[Saved entries]

════

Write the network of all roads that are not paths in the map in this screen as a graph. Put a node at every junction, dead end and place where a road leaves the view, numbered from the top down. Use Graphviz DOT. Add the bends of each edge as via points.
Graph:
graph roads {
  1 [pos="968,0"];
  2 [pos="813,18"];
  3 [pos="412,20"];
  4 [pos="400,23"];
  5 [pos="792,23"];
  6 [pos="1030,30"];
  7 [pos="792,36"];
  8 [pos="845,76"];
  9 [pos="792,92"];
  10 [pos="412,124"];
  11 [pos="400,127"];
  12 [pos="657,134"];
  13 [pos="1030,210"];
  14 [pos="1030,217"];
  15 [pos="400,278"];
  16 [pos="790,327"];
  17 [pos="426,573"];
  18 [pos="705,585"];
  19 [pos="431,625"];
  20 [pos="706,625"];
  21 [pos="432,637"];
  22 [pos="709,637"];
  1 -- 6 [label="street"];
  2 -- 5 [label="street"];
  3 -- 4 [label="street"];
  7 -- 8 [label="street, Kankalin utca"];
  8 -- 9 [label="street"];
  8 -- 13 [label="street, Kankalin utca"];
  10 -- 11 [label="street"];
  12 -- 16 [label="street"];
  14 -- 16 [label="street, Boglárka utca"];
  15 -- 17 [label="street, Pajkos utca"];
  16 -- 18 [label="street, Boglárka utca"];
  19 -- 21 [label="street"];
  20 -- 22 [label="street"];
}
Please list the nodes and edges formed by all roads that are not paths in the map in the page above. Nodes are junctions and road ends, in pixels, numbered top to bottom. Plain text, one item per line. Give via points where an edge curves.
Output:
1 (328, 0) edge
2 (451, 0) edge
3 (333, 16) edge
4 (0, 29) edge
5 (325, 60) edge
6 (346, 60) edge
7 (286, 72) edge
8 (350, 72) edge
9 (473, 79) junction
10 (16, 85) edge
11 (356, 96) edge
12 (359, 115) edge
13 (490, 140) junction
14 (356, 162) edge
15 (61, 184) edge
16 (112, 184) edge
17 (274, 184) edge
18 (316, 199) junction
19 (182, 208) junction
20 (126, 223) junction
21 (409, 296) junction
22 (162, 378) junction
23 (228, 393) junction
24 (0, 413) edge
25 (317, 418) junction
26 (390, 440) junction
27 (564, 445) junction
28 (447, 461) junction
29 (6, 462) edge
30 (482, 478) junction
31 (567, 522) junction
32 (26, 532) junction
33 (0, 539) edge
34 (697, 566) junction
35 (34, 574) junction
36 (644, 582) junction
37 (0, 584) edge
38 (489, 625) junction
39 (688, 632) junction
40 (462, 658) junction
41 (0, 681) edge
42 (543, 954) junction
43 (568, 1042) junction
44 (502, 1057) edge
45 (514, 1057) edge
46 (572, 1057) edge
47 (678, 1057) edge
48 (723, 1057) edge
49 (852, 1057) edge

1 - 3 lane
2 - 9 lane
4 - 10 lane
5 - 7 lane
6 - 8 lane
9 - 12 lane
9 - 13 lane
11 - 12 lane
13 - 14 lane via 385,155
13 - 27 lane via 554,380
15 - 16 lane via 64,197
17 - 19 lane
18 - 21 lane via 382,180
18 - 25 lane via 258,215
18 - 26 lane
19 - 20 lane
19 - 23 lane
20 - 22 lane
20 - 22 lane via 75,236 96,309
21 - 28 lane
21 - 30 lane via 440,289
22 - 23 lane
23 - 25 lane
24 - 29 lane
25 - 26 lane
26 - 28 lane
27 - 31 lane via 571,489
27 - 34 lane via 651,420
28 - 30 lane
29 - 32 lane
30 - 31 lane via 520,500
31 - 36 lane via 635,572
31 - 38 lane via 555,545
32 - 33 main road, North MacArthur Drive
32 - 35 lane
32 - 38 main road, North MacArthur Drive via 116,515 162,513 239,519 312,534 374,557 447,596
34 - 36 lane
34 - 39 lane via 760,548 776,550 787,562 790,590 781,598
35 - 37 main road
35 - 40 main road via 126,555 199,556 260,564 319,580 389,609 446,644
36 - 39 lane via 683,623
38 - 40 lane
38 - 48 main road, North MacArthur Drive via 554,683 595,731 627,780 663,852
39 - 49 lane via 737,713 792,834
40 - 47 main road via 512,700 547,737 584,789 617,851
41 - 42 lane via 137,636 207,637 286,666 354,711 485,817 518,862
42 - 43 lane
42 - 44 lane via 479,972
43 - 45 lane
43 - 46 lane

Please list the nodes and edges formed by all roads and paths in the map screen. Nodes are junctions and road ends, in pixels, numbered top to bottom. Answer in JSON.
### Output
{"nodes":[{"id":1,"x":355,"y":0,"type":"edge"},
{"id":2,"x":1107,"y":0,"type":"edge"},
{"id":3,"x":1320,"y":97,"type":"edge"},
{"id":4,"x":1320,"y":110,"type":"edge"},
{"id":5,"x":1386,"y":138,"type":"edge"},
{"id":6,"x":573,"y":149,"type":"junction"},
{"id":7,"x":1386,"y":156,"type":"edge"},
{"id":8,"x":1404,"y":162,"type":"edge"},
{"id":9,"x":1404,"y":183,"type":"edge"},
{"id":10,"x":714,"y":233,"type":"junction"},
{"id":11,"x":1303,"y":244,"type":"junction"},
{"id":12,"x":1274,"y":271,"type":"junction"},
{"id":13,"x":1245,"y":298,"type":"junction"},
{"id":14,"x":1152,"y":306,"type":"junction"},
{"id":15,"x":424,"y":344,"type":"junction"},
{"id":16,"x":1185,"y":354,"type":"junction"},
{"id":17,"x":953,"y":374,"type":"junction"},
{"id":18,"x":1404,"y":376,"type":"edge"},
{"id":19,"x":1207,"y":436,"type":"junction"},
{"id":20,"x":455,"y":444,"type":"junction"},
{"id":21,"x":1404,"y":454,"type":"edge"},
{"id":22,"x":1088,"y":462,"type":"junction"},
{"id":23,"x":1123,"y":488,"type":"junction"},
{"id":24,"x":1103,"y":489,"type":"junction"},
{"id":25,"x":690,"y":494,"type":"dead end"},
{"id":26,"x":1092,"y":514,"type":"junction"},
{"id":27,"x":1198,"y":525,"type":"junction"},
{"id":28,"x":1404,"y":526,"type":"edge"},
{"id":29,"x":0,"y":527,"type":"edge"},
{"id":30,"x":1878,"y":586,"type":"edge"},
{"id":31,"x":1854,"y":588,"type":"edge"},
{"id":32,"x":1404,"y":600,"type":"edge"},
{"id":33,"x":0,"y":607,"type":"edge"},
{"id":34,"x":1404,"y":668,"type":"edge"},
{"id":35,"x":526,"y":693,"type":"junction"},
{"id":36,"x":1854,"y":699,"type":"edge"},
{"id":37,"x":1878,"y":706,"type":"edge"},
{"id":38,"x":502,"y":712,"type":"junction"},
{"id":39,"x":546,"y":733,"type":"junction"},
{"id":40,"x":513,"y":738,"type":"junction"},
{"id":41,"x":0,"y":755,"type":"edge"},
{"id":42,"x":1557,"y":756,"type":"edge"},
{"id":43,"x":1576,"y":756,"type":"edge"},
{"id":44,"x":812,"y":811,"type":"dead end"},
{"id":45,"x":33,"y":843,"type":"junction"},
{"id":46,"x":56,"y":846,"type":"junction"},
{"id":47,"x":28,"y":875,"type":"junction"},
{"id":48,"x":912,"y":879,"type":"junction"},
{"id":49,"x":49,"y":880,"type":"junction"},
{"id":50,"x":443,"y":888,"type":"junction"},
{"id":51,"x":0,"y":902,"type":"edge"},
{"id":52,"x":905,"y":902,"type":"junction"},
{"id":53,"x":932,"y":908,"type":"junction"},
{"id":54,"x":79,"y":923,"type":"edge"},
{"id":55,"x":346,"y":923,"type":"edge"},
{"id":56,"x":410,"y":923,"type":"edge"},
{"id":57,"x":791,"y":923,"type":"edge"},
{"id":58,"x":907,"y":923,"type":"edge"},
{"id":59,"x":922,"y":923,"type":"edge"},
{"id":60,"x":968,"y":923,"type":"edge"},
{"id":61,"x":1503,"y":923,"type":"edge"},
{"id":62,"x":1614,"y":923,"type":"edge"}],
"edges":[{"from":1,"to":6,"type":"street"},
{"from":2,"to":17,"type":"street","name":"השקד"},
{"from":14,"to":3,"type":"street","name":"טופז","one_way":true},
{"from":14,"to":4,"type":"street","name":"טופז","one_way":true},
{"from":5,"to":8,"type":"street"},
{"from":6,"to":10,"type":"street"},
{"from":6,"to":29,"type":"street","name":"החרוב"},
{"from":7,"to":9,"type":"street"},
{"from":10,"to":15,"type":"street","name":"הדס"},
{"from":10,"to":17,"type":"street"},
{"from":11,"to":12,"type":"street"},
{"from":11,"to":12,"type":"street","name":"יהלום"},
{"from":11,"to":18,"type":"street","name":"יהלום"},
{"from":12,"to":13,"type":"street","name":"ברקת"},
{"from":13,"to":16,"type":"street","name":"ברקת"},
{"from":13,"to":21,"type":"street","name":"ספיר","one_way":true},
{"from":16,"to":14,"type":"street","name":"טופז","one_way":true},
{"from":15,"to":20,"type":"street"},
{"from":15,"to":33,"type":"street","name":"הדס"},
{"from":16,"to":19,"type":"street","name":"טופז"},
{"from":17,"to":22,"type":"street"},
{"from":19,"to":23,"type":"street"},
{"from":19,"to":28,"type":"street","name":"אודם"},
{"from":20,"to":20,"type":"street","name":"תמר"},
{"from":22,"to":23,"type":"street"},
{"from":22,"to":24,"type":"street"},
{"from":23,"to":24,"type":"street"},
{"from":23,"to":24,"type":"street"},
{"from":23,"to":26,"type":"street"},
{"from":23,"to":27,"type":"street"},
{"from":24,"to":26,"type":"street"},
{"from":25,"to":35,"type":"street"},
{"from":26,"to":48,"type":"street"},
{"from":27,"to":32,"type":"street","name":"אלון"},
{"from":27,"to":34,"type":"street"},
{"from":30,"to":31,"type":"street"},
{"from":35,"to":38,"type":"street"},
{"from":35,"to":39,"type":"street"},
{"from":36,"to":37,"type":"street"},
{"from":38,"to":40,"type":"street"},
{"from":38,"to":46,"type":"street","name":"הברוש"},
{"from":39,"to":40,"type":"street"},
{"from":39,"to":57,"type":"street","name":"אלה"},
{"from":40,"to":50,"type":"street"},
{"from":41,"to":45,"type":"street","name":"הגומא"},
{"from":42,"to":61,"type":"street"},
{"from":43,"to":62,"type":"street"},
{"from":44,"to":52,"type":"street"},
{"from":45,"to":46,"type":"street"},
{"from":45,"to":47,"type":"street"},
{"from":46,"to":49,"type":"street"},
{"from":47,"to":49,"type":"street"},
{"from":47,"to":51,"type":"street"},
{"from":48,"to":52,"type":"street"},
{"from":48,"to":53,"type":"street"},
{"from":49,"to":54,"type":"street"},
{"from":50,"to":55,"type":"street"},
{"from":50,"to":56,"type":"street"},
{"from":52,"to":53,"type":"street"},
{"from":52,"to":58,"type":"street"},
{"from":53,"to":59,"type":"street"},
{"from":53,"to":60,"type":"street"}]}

════

Work task: Using the records above, copy all lines that include the word "Kankalin".

Answer space:
  7 -- 8 [label="street, Kankalin utca"];
  8 -- 13 [label="street, Kankalin utca"];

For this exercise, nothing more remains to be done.